§ **Task statement**:
Among the entries below, find the lines with the word "Carrer" and copy them.

──────────────────────────────

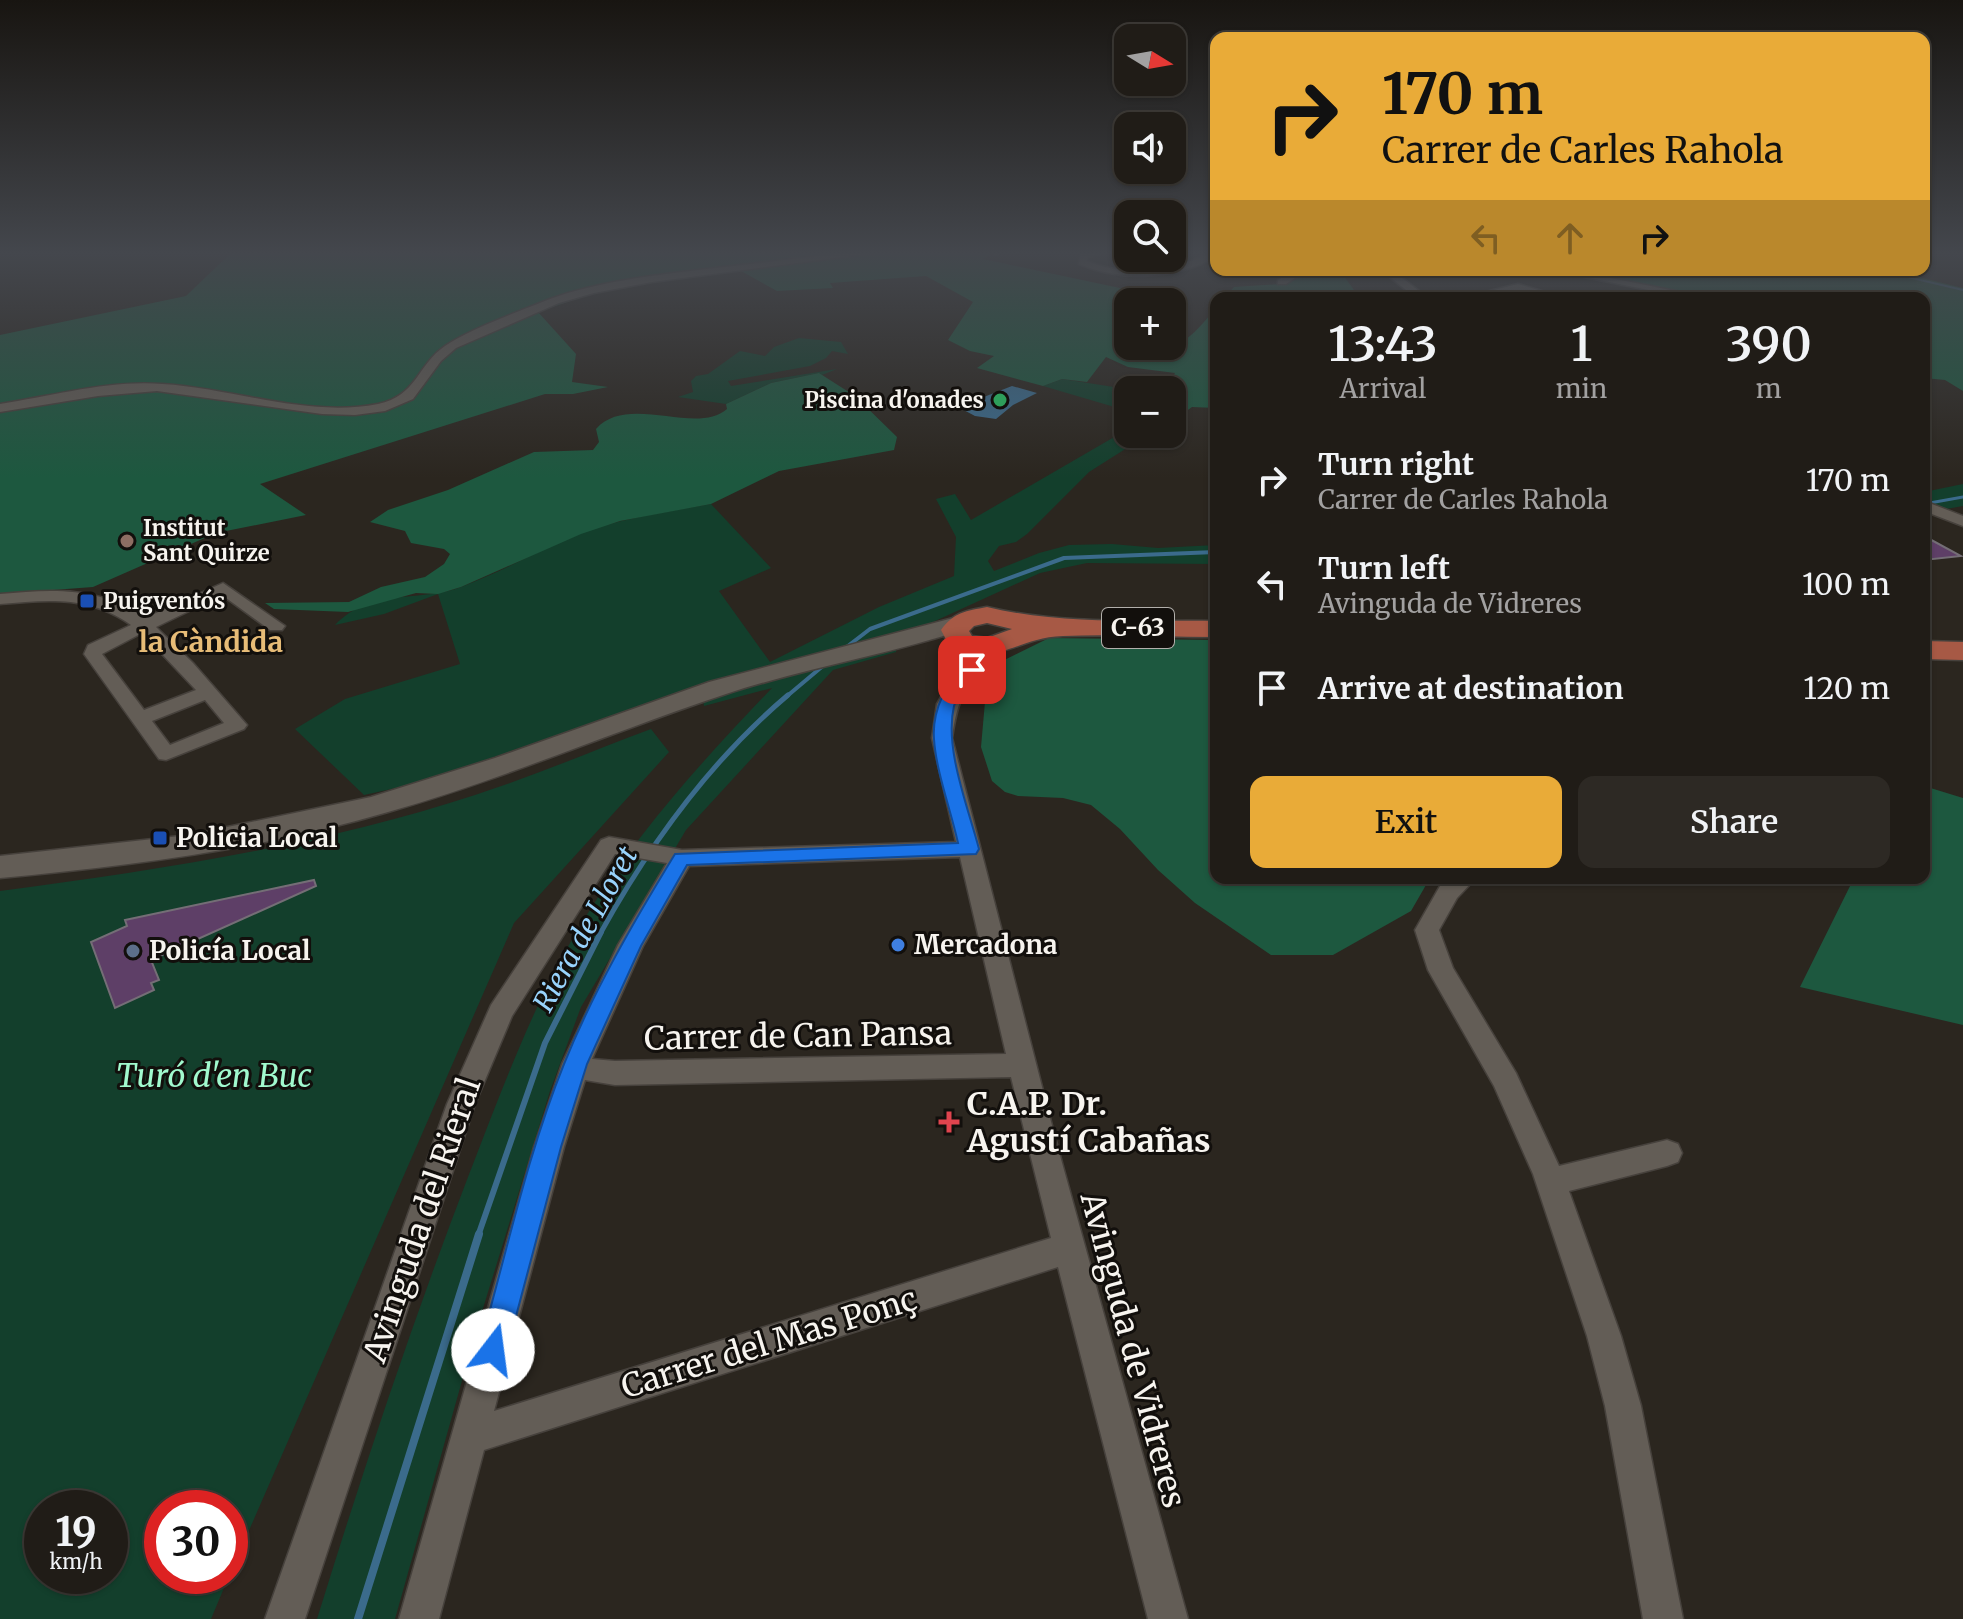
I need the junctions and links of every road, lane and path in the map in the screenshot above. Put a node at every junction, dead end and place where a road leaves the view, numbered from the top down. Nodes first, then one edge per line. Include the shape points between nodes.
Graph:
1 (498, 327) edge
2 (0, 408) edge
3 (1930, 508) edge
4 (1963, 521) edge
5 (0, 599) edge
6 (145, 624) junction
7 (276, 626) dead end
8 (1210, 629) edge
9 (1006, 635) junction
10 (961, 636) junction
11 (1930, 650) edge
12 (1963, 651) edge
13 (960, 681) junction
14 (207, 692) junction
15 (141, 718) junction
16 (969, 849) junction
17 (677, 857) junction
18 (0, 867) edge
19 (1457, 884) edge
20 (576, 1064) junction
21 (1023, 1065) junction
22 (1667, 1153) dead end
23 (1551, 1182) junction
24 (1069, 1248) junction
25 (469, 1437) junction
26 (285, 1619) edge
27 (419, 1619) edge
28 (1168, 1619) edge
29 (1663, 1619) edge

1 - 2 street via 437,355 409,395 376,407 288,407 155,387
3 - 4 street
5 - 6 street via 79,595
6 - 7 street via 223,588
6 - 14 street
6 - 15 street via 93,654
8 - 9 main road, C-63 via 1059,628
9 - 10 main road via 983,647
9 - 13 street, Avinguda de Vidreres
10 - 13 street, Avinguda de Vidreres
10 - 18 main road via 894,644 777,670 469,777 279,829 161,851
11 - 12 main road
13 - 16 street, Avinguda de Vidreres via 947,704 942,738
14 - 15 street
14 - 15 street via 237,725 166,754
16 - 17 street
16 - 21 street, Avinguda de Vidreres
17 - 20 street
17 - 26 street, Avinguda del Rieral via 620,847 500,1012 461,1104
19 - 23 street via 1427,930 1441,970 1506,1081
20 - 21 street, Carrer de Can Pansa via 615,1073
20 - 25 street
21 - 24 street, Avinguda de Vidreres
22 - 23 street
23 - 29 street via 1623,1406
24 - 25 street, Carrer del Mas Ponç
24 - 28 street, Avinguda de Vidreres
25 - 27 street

──────────────────────────────

§ **Solution for this problem**:
20 - 21 street, Carrer de Can Pansa via 615,1073
24 - 25 street, Carrer del Mas Ponç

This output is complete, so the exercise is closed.